« Les enfants d’Israël vinrent au milieu de la mer à sec, et les eaux étaient pour eux une muraille, à leur droite et à leur gauche. » (Chémot 14,22)
Le Midrach Rabba (Chémot 21,10) raconte que lorsqu’une mère marchait et que son enfant, qu’elle portait dans les bras, pleurait, elle tendait sa main, cueillait une pomme ou une grenade et la lui donnait…
Quand le peuple traversa la Mer des Joncs, il bénéficia d’un autre miracle, en plus du prodige de l’ouverture même de la mer. En effet des arbres fruitiers pouvaient les nourrir. Mais pourquoi nos Sages estimèrent-ils nécessaire d’ajouter des prodiges à ceux décrits par le ’Houmach ? Par ailleurs, sur quels versets ce Midrach se base-t-il ; d’où nos Sages tirent-ils cet enseignement ?
Pour répondre à ces questions, comparons deux épisodes centraux de la Torah – l’ouverture de la Mer des Joncs et la Création du monde. Plusieurs termes communs sont utilisés dans les deux récits.
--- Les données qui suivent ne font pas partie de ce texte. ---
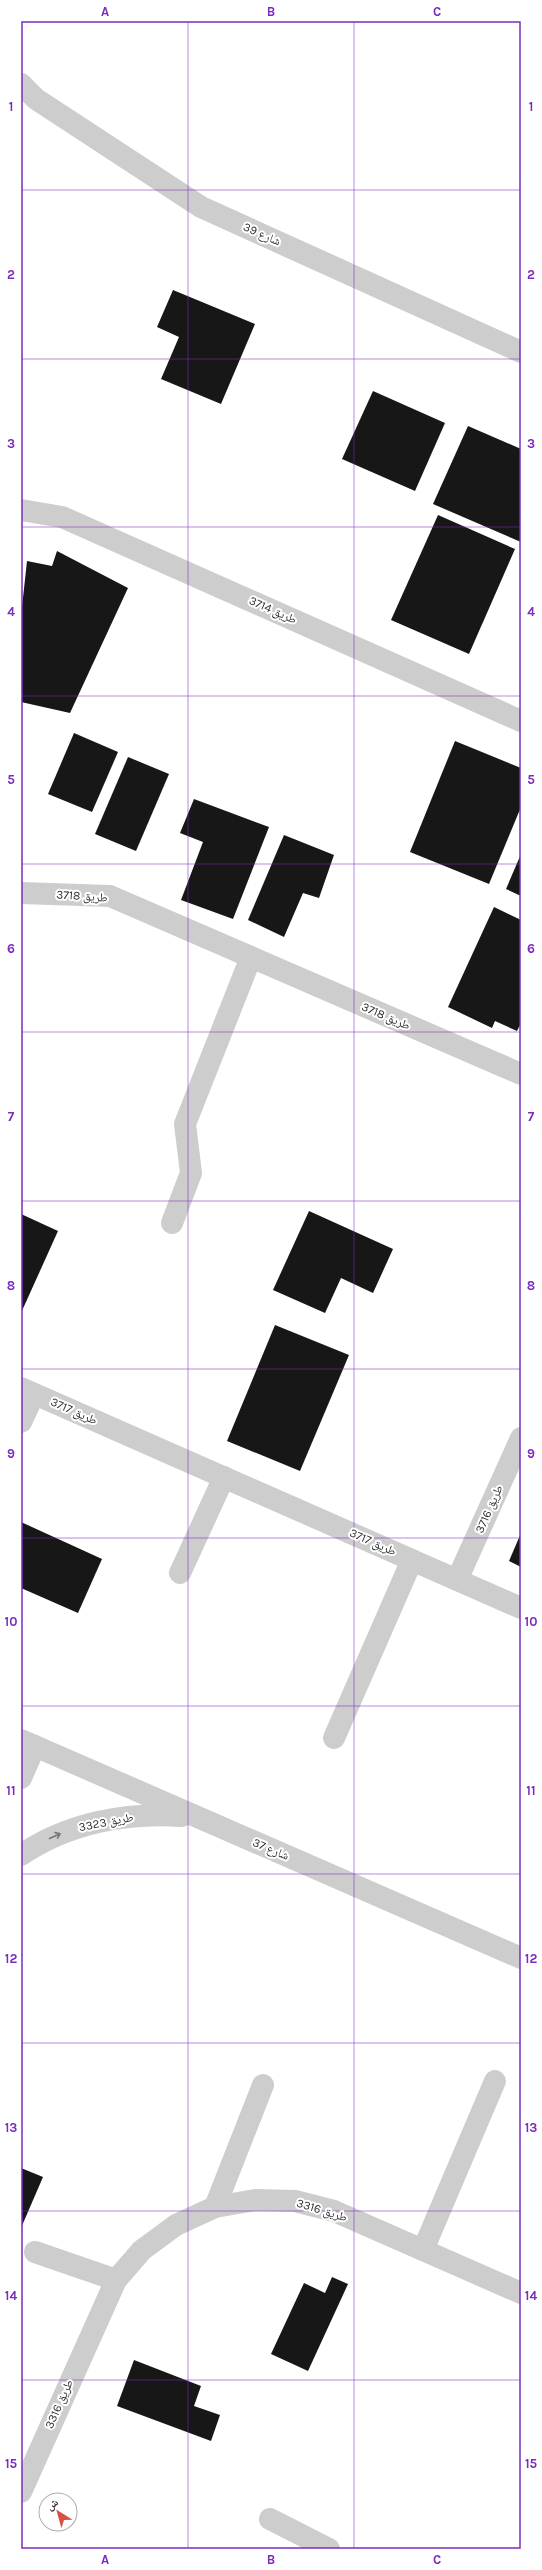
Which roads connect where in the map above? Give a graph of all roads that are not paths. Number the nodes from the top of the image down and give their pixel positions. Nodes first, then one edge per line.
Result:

Tout d’abord, avant l’ouverture de la Mer, le verset affirme : « … Moché étendit sa main sur la mer, Hachem fit aller la mer par un puissant vent d’orient, toute la nuit »[1]. Et lors de la Création, la Torah dit : « Les ténèbres étaient sur la face de l’abîme et le souffle de D.ieu planait sur la face des eaux »[2]. Ces deux versets ont trois éléments en commun – l’obscurité, le vent et l’eau. Par ailleurs, ces deux grands Événements évoquent lumière et obscurité[3]. Et peu après l’ouverture de la Mer, on nous raconte que le peuple juif la traversa : « Les enfants d’Israël vinrent au milieu de la mer à sec, et les eaux étaient pour eux une muraille, à leur droite et à leur gauche »[4]. Dans Béréchit, après la séparation des eaux, c’est la terre qui fut créée. « D.ieu dit : "Que soient rassemblées les eaux de sous les cieux vers un endroit unique, que la terre sèche soit vue." Et il en fut ainsi. »[5] Pour parler de terre sèche, on emploie le mot Yabacha, qui n’apparait que trois fois dans la Torah[6], dont deux fois dans les versets précités, d’où le lien évident entre ces événements. Dans les deux cas, l’eau s’est retirée pour laisser apparaitre la terre sèche. Celle-ci a le même but dans les deux récits – lors de la Création, elle devait faciliter le développement de la vie animale et humaine et lors de la traversée de la Mer, elle permit la survie des humains (le peuple juif) et de leurs bêtes.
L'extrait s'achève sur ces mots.